最後に、main.cでは、定義された二つのヘッダファイルおよび、stdio.hをインクルードしてプログラムを実行しています。これらをまとめると、ヘッダファイルおよび.cファイルに記述すべきものの関係性および順序は以下のようになります。(表7-2)

表7-2.ヘッダファイル・ソースファイルに記入する情報(並び方は推奨する順)
ファイル記述する情報解説
ヘッダファイルヘッダファイルのインクルードヘッダファイル・ソースファイルで必要なヘッダファイル
マクロの定義外部と共有するマクロの定義
列挙型の定義外部ファイルと共有する列挙型の定義の定義
構造体の定義外部ファイルと共有する構造体の定義
関数のプロトタイプ宣言外部ファイルと共有する関数の定義
ソースファイルヘッダファイルのインクルード対応するヘッダファイルおよびその他必要なヘッダファイル
マクロの定義外部ファイルには公開しないマクロの定義
列挙型の定義外部ファイルには公開しない列挙型の定義の定義
関数のプロトタイプ宣言外部ファイルには公開しない関数の定義
構造体の定義外部ファイルには公開しない構造体の定義
グローバル変数(非static)externで外部ファイルと共有するグローバル変数
グローバル変数(static)外部ファイルと共有しないグローバル変数
関数の定義ヘッダファイルおよびファイル内で宣言されている関数の定義

これらはあくまでも原則であり、例外も多数あります。そのため、絶対にこのようにしなければならないというわけではありません。しかし、このような考え方をもってファイルの分割を 行えば、効率的にプログラミングを行う事が可能です。

最後に

以上で、発展編は終了です。このほかに、ここに記述されていないような知識もありますが、基本編も含め、ここまで学習が進めば、C言語に関する知識はかなり深くなっているといってもよいでしょう。
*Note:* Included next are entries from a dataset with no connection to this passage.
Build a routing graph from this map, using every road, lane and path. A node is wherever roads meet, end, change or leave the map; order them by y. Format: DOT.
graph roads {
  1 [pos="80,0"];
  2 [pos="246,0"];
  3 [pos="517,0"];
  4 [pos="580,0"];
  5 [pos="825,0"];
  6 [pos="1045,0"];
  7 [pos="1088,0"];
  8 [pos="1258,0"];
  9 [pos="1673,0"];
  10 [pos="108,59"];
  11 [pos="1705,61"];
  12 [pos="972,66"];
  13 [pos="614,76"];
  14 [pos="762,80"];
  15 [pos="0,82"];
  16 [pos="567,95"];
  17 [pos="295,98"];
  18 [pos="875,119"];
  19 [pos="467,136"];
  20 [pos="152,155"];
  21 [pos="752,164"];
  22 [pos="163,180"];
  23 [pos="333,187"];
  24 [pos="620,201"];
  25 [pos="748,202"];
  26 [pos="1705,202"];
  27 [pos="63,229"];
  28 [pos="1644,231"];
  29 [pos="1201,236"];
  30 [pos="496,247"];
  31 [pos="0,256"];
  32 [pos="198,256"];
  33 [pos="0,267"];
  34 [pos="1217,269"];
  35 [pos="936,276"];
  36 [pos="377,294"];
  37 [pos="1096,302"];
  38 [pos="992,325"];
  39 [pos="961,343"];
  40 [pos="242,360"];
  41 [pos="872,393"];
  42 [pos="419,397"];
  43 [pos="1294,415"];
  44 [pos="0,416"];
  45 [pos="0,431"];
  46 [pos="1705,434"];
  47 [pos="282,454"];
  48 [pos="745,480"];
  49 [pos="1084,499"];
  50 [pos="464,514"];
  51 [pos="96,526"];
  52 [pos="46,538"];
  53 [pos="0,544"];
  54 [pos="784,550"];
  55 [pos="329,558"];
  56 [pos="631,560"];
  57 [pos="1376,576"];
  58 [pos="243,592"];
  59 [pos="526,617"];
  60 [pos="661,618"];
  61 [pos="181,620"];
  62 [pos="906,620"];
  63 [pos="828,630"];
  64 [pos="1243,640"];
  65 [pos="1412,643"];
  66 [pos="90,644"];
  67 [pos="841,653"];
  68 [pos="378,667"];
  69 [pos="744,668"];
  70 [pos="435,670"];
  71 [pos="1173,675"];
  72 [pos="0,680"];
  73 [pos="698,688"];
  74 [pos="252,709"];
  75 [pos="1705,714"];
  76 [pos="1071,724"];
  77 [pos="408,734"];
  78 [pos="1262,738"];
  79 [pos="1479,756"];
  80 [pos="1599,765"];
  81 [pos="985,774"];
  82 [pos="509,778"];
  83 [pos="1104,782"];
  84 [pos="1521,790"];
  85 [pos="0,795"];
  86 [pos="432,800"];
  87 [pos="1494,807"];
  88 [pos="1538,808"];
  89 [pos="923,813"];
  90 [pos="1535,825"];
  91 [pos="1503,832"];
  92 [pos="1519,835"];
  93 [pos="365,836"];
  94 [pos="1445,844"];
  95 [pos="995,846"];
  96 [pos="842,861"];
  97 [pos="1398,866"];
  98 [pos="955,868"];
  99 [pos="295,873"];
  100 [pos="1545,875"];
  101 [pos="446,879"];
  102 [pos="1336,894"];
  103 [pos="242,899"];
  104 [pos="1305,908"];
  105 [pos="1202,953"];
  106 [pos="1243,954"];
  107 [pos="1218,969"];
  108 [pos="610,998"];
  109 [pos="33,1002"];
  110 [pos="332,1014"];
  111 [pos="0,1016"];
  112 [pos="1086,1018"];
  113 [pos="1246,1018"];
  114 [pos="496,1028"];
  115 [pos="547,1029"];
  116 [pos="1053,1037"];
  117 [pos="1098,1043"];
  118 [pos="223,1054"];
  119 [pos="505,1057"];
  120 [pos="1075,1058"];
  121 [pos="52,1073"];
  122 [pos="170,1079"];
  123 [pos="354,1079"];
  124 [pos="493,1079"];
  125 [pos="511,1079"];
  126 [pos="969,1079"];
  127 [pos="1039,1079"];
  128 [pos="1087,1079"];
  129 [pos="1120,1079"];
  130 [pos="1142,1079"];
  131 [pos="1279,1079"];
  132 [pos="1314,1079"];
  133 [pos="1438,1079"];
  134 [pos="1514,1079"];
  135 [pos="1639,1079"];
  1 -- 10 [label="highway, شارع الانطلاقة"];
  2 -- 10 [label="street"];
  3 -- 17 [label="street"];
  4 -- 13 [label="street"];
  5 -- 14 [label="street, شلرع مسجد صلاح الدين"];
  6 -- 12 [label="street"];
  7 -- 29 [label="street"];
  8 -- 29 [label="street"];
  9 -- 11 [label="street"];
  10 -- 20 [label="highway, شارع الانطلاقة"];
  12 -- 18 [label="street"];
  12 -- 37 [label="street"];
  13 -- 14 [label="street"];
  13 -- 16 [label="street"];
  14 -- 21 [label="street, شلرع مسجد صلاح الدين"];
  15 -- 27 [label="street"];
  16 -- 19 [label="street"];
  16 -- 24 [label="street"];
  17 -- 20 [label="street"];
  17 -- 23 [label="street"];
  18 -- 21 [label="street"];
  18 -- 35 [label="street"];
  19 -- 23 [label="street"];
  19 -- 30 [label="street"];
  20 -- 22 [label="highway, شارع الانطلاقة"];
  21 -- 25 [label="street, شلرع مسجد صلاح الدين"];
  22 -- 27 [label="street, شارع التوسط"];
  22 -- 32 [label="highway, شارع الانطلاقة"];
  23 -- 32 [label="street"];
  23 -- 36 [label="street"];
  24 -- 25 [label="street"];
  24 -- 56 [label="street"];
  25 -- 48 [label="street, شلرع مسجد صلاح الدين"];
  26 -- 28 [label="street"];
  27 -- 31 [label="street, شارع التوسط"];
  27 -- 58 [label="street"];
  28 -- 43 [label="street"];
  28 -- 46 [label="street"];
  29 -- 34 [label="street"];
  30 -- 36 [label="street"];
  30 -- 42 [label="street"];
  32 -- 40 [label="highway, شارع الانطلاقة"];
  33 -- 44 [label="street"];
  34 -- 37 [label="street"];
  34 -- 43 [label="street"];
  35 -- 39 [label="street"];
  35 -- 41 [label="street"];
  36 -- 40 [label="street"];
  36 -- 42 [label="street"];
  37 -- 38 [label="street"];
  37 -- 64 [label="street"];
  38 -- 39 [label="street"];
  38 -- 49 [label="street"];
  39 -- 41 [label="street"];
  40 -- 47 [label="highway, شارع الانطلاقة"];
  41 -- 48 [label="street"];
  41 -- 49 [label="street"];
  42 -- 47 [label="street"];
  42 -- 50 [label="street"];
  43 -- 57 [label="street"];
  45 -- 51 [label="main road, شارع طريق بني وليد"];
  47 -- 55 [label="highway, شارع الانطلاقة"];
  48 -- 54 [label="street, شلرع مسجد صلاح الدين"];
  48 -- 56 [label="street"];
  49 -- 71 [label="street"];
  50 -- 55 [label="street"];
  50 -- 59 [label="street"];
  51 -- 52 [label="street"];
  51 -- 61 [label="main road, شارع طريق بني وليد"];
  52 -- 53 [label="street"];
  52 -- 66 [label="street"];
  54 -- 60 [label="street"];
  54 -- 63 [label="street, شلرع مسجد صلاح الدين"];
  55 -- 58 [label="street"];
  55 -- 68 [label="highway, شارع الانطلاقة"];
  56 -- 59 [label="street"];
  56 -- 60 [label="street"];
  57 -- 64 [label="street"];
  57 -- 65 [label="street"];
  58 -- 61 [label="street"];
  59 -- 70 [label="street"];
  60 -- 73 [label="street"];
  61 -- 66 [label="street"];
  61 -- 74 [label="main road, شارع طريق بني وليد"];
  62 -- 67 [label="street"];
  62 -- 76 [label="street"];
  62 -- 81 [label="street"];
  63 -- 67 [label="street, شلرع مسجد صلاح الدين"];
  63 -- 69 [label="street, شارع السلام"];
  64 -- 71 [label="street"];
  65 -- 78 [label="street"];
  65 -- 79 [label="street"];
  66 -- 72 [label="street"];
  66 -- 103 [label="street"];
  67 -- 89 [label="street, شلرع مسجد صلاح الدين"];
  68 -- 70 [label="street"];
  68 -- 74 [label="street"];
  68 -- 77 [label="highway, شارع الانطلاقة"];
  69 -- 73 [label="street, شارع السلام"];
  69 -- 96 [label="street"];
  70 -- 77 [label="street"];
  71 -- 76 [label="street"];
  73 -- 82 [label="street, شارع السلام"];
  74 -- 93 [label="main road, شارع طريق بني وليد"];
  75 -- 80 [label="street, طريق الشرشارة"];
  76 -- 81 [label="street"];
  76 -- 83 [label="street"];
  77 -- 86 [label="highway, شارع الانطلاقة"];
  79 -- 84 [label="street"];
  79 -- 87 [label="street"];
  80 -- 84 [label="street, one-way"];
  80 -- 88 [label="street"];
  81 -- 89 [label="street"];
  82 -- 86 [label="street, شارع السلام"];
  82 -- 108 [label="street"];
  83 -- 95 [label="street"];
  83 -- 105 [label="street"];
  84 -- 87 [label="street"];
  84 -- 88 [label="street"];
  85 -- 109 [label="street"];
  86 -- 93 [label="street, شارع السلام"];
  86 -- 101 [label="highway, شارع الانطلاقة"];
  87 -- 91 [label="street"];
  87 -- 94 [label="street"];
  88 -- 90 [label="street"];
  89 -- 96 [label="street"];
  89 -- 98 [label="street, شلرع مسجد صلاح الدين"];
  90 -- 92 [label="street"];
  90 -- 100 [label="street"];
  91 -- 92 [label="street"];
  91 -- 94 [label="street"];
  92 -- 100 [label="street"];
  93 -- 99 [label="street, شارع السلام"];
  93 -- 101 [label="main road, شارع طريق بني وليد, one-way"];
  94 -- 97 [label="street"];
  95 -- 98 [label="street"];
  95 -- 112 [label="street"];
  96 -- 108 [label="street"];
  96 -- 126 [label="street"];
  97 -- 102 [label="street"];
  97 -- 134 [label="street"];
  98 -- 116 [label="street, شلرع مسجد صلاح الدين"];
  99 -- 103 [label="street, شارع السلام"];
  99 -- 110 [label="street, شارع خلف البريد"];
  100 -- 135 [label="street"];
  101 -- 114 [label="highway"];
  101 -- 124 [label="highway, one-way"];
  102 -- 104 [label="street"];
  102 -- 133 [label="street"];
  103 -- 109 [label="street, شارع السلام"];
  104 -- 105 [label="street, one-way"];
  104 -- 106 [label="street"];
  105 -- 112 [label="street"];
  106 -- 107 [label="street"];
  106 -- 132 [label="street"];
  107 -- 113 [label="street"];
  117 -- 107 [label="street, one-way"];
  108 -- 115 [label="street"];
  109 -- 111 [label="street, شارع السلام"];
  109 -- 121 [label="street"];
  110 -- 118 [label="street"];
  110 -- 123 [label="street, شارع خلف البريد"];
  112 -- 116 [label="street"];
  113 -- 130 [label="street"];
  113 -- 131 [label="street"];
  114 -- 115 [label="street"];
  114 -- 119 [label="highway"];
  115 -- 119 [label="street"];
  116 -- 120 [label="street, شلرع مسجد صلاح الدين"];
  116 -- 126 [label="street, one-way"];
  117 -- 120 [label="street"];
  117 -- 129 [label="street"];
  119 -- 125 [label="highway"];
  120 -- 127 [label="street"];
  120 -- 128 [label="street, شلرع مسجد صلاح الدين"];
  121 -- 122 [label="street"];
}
学習の次の段階としては、様々なOSやライブラリなどでのプログラムや、ゲームや通信など、特殊な分野でのプログラミングを学ぶことをお勧めします。また、現在ではこれらのプログラムはC言語単体で行われることは少なく、あわせてC++言語についても学ぶことも必要になります。

 → C++言語学習へ

また、プログラミングにおいては、アルゴリズムとデータ構造の学習も必要です。言語に関係なく役に立つ知識なので、プログラマーとしては必ず勉強しておきたいものです。

 → アルゴリズムとデータ構造の学習へ

さらに、これまでの知識をベースにさらなる専門知識を身につけるために、さまざまな書籍を利用して学習してみるとよいでしょう。